[Dataset excerpts]
------------------------------------
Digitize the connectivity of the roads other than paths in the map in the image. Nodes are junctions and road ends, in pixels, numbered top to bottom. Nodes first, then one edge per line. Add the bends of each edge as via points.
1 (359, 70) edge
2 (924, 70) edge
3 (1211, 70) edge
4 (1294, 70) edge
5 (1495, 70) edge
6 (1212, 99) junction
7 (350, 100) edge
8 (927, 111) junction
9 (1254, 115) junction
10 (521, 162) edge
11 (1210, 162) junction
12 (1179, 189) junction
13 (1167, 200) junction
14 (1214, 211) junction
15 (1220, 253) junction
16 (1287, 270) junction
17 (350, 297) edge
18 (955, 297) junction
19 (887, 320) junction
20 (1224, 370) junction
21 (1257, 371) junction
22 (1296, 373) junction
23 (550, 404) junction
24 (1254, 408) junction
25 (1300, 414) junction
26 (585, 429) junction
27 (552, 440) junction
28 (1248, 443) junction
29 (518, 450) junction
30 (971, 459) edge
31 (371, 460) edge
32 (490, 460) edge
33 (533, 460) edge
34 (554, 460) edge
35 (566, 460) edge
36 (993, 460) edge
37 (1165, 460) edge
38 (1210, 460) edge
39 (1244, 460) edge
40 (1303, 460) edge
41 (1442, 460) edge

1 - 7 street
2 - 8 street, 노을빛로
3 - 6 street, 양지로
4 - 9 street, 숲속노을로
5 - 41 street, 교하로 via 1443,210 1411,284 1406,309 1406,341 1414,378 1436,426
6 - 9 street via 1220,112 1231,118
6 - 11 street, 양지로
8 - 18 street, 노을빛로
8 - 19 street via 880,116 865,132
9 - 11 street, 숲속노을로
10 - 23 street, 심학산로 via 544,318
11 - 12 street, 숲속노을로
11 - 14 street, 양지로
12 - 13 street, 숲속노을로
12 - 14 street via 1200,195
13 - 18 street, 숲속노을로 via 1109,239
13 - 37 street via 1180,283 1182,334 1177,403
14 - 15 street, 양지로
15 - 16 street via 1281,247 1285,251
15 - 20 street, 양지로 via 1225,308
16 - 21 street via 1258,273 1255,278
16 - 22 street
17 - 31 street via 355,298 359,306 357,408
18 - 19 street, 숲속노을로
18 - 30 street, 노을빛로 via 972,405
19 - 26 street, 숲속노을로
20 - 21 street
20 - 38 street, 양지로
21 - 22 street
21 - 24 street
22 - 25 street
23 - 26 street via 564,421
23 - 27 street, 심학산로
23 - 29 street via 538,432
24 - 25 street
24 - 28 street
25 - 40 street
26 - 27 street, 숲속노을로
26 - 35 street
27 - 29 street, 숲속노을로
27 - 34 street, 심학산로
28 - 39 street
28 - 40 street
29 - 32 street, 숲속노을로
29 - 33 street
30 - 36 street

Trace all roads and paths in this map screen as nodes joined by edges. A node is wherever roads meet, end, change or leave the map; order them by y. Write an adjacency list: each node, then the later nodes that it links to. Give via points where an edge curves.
------------------------------------
• _Problem to solve_
Copy every record exactly as presented.

• _Exercise solution_
Digitize the connectivity of the roads other than paths in the map in the image. Nodes are junctions and road ends, in pixels, numbered top to bottom. Nodes first, then one edge per line. Add the bends of each edge as via points.
1 (359, 70) edge
2 (924, 70) edge
3 (1211, 70) edge
4 (1294, 70) edge
5 (1495, 70) edge
6 (1212, 99) junction
7 (350, 100) edge
8 (927, 111) junction
9 (1254, 115) junction
10 (521, 162) edge
11 (1210, 162) junction
12 (1179, 189) junction
13 (1167, 200) junction
14 (1214, 211) junction
15 (1220, 253) junction
16 (1287, 270) junction
17 (350, 297) edge
18 (955, 297) junction
19 (887, 320) junction
20 (1224, 370) junction
21 (1257, 371) junction
22 (1296, 373) junction
23 (550, 404) junction
24 (1254, 408) junction
25 (1300, 414) junction
26 (585, 429) junction
27 (552, 440) junction
28 (1248, 443) junction
29 (518, 450) junction
30 (971, 459) edge
31 (371, 460) edge
32 (490, 460) edge
33 (533, 460) edge
34 (554, 460) edge
35 (566, 460) edge
36 (993, 460) edge
37 (1165, 460) edge
38 (1210, 460) edge
39 (1244, 460) edge
40 (1303, 460) edge
41 (1442, 460) edge

1 - 7 street
2 - 8 street, 노을빛로
3 - 6 street, 양지로
4 - 9 street, 숲속노을로
5 - 41 street, 교하로 via 1443,210 1411,284 1406,309 1406,341 1414,378 1436,426
6 - 9 street via 1220,112 1231,118
6 - 11 street, 양지로
8 - 18 street, 노을빛로
8 - 19 street via 880,116 865,132
9 - 11 street, 숲속노을로
10 - 23 street, 심학산로 via 544,318
11 - 12 street, 숲속노을로
11 - 14 street, 양지로
12 - 13 street, 숲속노을로
12 - 14 street via 1200,195
13 - 18 street, 숲속노을로 via 1109,239
13 - 37 street via 1180,283 1182,334 1177,403
14 - 15 street, 양지로
15 - 16 street via 1281,247 1285,251
15 - 20 street, 양지로 via 1225,308
16 - 21 street via 1258,273 1255,278
16 - 22 street
17 - 31 street via 355,298 359,306 357,408
18 - 19 street, 숲속노을로
18 - 30 street, 노을빛로 via 972,405
19 - 26 street, 숲속노을로
20 - 21 street
20 - 38 street, 양지로
21 - 22 street
21 - 24 street
22 - 25 street
23 - 26 street via 564,421
23 - 27 street, 심학산로
23 - 29 street via 538,432
24 - 25 street
24 - 28 street
25 - 40 street
26 - 27 street, 숲속노을로
26 - 35 street
27 - 29 street, 숲속노을로
27 - 34 street, 심학산로
28 - 39 street
28 - 40 street
29 - 32 street, 숲속노을로
29 - 33 street
30 - 36 street

Trace all roads and paths in this map screen as nodes joined by edges. A node is wherever roads meet, end, change or leave the map; order them by y. Write an adjacency list: each node, then the later nodes that it links to. Give via points where an edge curves.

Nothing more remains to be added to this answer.